Ses origines prestigieuses vont amener le prince Victor à jouer un rôle politique de tout premier ordre. Par le jeu des successions, le prince Victor devint le chef de la Maison impériale puisqu'il n'existait plus d'autre héritier mâle issu de Napoléon Ier ou de ses frères. En effet, le roi Joseph n'avait que des filles, Lucien avait été déshérité par Napoléon Ier et la branche de Louis s'éteignait en 1879 avec la mort du Prince Impérial. De ce fait, la branche de Jérôme Bonaparte se trouvait être la seule dynaste.

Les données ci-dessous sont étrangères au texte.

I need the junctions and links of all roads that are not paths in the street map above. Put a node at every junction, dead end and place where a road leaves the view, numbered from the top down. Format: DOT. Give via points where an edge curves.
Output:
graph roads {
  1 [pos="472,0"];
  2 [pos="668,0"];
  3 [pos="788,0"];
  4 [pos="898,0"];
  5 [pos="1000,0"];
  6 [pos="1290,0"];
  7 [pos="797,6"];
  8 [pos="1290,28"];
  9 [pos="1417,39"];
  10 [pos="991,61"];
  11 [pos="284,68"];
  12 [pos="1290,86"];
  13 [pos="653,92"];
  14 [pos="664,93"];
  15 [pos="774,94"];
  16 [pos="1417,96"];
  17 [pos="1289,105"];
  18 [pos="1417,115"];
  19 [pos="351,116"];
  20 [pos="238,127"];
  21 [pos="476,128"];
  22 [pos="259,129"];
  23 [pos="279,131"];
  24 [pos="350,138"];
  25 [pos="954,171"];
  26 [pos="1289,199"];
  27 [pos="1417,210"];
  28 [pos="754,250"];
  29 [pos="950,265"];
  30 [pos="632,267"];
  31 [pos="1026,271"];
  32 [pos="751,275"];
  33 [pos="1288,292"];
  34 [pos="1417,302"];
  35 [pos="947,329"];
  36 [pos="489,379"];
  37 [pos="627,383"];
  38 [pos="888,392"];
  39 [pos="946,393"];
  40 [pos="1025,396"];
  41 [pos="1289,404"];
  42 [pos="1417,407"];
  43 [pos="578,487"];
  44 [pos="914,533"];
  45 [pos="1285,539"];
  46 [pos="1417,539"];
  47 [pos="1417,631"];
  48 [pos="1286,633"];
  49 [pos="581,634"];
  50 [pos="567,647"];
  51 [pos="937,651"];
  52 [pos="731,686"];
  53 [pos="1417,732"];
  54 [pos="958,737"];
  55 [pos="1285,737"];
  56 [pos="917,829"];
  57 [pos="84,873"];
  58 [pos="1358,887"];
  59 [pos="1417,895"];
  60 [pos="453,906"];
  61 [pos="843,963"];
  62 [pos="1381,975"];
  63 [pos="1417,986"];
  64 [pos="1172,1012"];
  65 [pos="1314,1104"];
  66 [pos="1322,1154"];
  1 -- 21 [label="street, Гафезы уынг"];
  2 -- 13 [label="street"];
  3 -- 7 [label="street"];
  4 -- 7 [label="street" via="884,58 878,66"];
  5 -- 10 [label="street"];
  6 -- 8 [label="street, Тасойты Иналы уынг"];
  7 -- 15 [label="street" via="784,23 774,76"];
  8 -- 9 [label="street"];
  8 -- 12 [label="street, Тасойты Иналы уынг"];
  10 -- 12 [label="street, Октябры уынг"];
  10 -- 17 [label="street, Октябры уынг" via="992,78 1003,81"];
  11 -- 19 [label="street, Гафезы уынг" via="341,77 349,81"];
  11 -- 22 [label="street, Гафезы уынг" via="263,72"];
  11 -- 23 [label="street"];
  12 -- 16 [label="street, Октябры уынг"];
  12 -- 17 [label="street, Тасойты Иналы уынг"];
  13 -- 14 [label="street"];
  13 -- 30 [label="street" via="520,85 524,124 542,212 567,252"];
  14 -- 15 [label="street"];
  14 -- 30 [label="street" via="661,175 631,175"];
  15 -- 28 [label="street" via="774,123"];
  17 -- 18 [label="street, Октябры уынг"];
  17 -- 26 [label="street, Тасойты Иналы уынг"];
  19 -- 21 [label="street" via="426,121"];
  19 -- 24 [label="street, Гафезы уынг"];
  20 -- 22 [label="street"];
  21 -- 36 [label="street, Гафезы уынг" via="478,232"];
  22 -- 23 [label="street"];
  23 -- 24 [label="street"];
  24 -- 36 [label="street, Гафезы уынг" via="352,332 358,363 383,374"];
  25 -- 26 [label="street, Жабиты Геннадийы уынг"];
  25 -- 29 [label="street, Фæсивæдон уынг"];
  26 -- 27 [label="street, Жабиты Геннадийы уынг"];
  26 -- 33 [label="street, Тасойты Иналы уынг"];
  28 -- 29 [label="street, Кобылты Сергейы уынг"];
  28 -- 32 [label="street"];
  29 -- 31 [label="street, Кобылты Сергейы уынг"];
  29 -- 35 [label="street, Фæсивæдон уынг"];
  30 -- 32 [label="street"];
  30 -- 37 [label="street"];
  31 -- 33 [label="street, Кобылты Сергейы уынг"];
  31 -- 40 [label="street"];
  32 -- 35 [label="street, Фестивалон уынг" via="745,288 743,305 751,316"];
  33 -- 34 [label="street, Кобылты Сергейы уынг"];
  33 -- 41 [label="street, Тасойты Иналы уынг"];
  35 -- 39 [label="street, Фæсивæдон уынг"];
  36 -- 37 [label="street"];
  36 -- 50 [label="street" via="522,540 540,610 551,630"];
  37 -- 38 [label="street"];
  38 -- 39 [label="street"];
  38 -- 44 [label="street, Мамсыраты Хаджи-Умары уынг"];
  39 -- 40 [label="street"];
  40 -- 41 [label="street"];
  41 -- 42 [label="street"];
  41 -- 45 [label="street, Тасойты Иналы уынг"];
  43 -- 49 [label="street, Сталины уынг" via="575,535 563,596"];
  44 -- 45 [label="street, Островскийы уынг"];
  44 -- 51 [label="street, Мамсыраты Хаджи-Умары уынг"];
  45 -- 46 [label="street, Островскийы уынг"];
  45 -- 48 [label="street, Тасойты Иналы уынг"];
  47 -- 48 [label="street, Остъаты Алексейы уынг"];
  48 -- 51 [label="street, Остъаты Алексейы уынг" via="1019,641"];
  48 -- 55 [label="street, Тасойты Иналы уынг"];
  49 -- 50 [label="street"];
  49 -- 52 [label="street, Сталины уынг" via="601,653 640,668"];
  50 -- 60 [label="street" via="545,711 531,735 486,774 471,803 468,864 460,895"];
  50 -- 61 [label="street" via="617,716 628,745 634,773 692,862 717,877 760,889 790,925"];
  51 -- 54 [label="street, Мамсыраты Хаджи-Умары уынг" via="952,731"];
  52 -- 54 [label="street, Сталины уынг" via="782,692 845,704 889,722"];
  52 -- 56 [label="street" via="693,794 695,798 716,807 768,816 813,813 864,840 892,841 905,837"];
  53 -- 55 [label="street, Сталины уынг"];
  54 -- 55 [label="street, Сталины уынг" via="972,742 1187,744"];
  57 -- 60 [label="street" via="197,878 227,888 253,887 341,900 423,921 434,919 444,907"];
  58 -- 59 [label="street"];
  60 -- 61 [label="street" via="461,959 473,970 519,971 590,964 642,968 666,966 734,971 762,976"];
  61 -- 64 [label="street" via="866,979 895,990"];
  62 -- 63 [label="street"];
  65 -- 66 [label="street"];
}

À la mort du Prince Impérial, le chef de la Maison impériale aurait dû être le prince Jérôme. Or, à cause des idées politiques réactionnaires de celui-ci, le Prince Impérial avait notifié ceci dans le codicille de son testament : "Les devoirs de notre Maison envers notre pays ne s'éteignent pas avec ma vie; moi mort, la tâche de continuer l'oeuvre de Napoléon Ier et de Napoléon III incombe au fils aîné du Prince Napoléon". Le Prince Impérial préférait donc Victor comme successeur. Cette volonté du Prince Impérial eut d'importantes répercussions. Tout d'abord, elle déclenchait une rupture irrémédiable entre le prince Jérôme et son fils Victor. Ensuite, elle faisait qu'à dix-huit ans à peine et indépendamment de sa volonté, le prince Victor devenait le représentant de la cause impériale. Il allait le rester jusqu'à sa mort en 1926. Pourtant, bien qu'il ait été le chef de la Maison impériale pendant une quarantaine d'années, le prince Victor a été totalement oublié par l'histoire.
haut de pagePrincesse Marie-Clotilde Napoléon, Comtesse de Witt
La princesse Marie-Clotilde née le 20 mars 1912 est le premier enfant du prince Victor et de la princesse Clémentine de Belgique. Elle est née en Belgique du fait de l’exil de son père.
En 1914 l’invasion de la Belgique oblige le prince Victor et sa famille à se réfugier en Angleterre chez l’Impératrice Eugénie marraine de Marie-Clotilde. Ils y resteront jusqu’en 1919.
Après des études en Belgique, la princesse Marie-Clotilde passe 3 ans à la cour d’Italie pour des raisons de santé.
De retour à Paris en 1936 elle poursuit des études de médecine.
En 1938 elle se marie avec le comte Serge de Witt, issu de l’émigration Russe en France et part pour la Tunisie où son mari est officier au 1er REC.
En 1949 ils achètent le domaine de la Pommerie en Dordogne où ils élèvent leurs huit enfants. Partageant sa vie entre Paris et la Pommerie, la comtesse de Witt passera ses dernières années en Dordogne où elle décèdera en 1996.